Sunday, June 3, 2018

Ex machina: The Rig

The moment we first 'see' Alef is the turning point for me. He is wasting with trauma, and it is just the start of it. In fact The Rig (written by Roger Levy) is saturated with traumas: each and every character's trajectory, their being and becoming if you will, is defined by both original and ongoing traumatic events.  As such what this novel delivers is exactly what it proposes: a massive torture device called The Rig, which has been literally rigged to take the place of God.

God, and religion, have a big place here, and structure the novel's philosophical underpinnings and those of the characters residing on various planets of the System, each of which has a particular take on questions of religion and (self-)representation. Not least, with respect to the latter, are names and naming practices.  One planet is essentially the 'unnamable' one, that which cannot be mentioned because it refuses to be named.  The name of God cannot be uttered on the others because the 'state' on the planets of the System are officially atheist.

Most of the characters have some relation to the very Godly Gehenna, however, and the opening chapter of The Rig is comparable to LeGuin's The Left Hand of Darkness in its phenomenal descriptions of the mass rituals that occur there.

Besides the autistic Alef, whom we grow to love, so much revolves around Razer, and it is around her that most of the mystery The Rig contains (and it contains much mystery) revolves.  Razer, in contrast to Alef's cerebral supremacy, is military capable, as is her lover and mission Tallen.
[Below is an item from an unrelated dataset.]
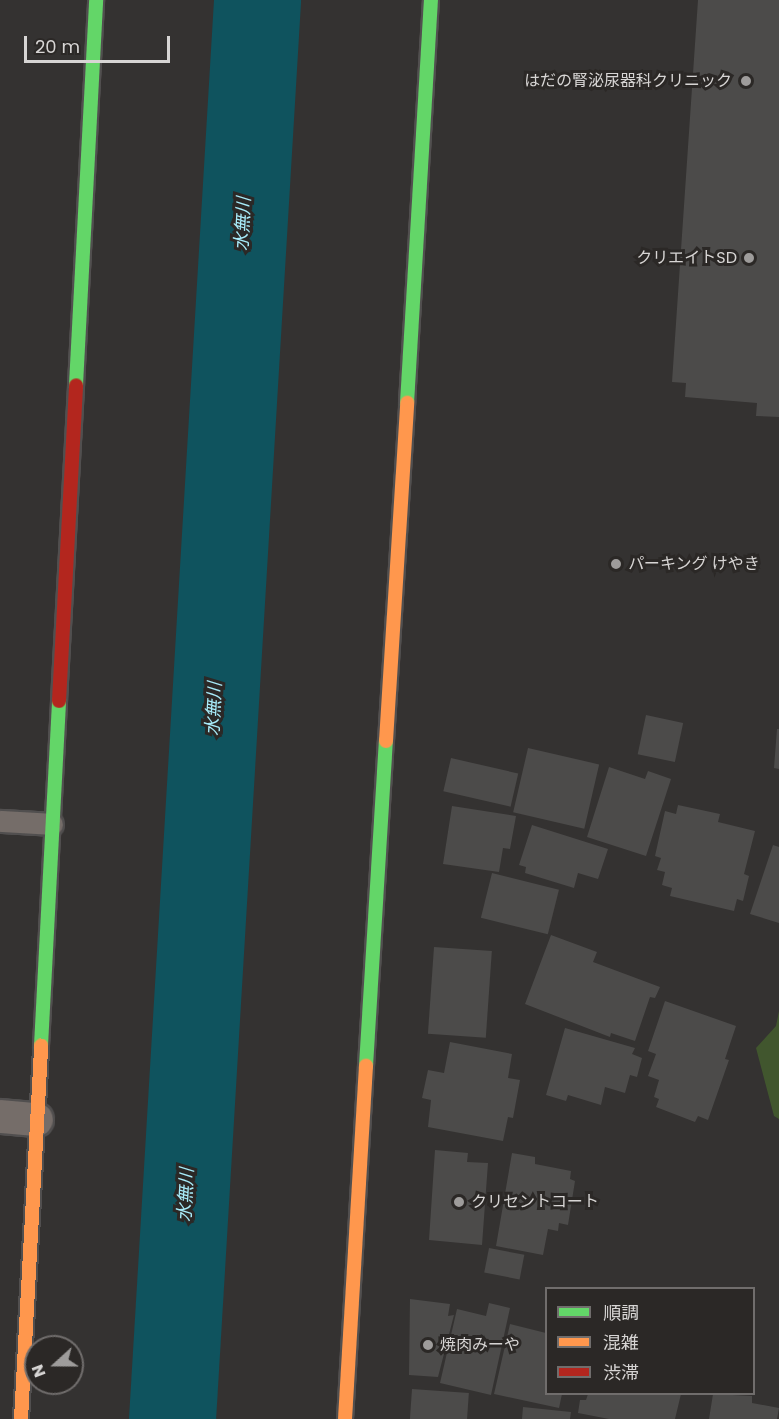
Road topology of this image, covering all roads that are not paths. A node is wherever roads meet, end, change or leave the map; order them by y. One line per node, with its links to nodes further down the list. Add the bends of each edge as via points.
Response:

Both of these latter characters have brain implants called 'neurids' through which external control can be maintained by central power (whether of the state or of the individual, which often conflate to the same this in this distant future).

Reading The Economist's Technology Quarterly this week on state surveillance I am struck by how 'state of the art' the technology in The Rig is.  The idea of the neurid, of course, is a metaphor, and I would hesitate to say that it is even a novum here.  The Rig itself fulfils this latter function, and the most important structuring metaphor.  And by structuring I mean that it drives, metonymically, the action (I am here relying on Adam Roberts definitions of SF from both his book The History of Science Fiction, with respect to novums; and his blog post on metonymy/metaphor as defining SF).

The Rig passes that first test: it is enough about now that it pushes the envelope into the future a bit.  This is all we can hope for, really.  But The Rig is way beyond merely being satisfactory in this respect: I would argue for its exemplariness, and its excellence.  This boils down to the great writing, the plotting, and the sympathy with which we come to regard the characters, even the evil ones! (This could be just me, but I'm sympathetic even to Pellenhorc).  "Pellenhorc" is a brilliant name by the way.  For starters it contains the word 'orc' and this cannot be a coincidence in my opinion.

Bleak, as a planet, is wonderfully evoked, and it contains possibly the bulk of the most important action (as opposed to thinking which occurs on other planets).  There is action a-plenty here, of a believable and fast-moving kind: it is many and varied.  Those who like action will be happy; those who like thinking, equally so.

Other aspects that are so, now: AfterLife and The Song. These two names evoke sites that are like advanced copies of our own twitter and facebook, but more virtual and all encompassing.  And this brings us to the intergenerational aspect, the one that is about humankind maintaining cultural and technological continuities required for its extended reproduction in space and time.  What the characters are faced with is existential in this regard; Alef and Razer are shouldering unbelievable  masses of responsibility for the future of humanity.

And this is so much of what SF is about, in the end: survival in the face of forces of potential mass destruction.  The Rig is a traumatic read, but I urge you with all haste to pick it up and read it as soon as possible.